REQUIRED WORK: Your answer should reproduce every line of the material in which the word "async" occurs.

○ ○ ○

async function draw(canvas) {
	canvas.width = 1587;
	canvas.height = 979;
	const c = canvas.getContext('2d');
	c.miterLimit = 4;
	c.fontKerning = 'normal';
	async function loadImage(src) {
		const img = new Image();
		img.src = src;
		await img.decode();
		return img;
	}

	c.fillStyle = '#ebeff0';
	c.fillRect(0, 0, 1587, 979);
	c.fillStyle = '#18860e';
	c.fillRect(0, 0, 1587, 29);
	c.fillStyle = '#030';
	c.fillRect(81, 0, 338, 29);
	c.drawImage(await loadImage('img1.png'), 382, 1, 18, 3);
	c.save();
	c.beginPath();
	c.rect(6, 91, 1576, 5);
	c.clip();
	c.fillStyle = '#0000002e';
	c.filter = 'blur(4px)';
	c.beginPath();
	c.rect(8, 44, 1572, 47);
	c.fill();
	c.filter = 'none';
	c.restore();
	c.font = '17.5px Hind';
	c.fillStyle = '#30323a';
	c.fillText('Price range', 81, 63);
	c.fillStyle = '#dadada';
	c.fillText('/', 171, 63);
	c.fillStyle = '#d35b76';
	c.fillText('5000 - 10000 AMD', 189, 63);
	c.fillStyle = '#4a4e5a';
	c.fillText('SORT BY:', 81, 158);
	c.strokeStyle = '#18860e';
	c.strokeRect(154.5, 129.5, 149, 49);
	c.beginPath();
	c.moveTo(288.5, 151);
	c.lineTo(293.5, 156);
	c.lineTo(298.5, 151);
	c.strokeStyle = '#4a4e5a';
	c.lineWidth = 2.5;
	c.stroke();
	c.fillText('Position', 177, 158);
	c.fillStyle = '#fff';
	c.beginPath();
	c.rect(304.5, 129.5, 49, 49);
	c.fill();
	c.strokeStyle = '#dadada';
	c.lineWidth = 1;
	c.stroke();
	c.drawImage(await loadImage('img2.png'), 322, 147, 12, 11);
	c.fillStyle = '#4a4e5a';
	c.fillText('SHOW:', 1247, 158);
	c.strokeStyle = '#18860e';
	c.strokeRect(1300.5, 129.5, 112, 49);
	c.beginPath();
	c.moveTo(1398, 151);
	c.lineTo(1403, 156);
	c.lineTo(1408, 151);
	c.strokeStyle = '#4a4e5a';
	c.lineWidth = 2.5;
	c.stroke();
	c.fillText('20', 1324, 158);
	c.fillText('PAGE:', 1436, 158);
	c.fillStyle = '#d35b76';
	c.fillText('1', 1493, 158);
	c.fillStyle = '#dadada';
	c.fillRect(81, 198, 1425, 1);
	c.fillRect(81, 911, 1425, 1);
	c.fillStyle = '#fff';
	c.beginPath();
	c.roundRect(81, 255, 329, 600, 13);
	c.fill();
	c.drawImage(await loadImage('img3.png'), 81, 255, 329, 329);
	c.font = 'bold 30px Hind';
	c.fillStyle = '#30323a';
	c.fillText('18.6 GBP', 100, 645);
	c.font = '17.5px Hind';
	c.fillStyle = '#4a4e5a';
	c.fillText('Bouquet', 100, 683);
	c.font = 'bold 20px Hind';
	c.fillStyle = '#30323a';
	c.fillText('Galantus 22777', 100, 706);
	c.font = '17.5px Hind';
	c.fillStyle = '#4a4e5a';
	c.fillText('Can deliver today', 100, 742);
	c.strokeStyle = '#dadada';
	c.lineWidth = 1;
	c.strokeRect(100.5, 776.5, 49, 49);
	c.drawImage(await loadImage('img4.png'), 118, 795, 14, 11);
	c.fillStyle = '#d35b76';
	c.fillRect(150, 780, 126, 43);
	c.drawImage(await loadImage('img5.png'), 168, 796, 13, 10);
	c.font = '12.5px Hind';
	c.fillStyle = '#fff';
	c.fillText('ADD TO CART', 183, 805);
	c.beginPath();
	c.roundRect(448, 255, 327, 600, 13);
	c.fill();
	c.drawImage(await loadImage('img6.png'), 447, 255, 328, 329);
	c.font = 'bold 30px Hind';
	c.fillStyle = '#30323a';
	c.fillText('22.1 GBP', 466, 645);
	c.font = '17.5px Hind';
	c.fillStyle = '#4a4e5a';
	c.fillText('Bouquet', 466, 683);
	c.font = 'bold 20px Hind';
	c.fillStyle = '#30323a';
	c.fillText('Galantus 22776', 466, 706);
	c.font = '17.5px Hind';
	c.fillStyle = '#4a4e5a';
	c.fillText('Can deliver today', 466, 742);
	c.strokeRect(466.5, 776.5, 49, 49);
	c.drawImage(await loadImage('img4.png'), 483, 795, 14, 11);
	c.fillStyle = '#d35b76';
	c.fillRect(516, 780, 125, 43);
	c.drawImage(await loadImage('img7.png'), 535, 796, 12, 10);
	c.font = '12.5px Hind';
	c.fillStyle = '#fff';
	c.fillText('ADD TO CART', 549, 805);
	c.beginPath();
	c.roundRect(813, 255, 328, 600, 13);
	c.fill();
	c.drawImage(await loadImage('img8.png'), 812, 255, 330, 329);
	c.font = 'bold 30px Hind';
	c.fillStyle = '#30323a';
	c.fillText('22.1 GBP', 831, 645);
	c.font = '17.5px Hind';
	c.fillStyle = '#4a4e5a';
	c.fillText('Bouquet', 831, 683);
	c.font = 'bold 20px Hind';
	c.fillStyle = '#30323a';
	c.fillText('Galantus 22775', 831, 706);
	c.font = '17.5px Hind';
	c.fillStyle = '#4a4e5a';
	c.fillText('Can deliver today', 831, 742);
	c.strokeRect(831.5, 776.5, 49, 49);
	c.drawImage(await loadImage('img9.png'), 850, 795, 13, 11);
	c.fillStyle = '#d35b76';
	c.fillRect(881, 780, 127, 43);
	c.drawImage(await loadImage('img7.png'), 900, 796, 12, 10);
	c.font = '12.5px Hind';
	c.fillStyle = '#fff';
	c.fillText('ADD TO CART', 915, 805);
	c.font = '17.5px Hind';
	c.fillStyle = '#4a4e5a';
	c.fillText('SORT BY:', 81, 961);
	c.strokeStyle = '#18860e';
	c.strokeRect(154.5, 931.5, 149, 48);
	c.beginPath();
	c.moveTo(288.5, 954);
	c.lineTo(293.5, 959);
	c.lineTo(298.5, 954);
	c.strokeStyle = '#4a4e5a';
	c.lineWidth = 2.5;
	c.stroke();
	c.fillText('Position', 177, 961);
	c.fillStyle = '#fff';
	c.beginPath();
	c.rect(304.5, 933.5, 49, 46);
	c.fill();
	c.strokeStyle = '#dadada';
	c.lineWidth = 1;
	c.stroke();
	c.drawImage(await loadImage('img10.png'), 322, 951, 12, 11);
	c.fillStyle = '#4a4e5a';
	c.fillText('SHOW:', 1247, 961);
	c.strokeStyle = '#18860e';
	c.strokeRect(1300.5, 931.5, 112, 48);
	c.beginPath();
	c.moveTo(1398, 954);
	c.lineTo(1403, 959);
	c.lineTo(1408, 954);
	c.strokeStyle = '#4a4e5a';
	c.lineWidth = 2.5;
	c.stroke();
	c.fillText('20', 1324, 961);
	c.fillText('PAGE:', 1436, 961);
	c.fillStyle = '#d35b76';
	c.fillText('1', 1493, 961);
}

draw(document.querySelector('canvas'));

○ ○ ○

RESULT OF THE EXERCISE:
async function draw(canvas) {
	async function loadImage(src) {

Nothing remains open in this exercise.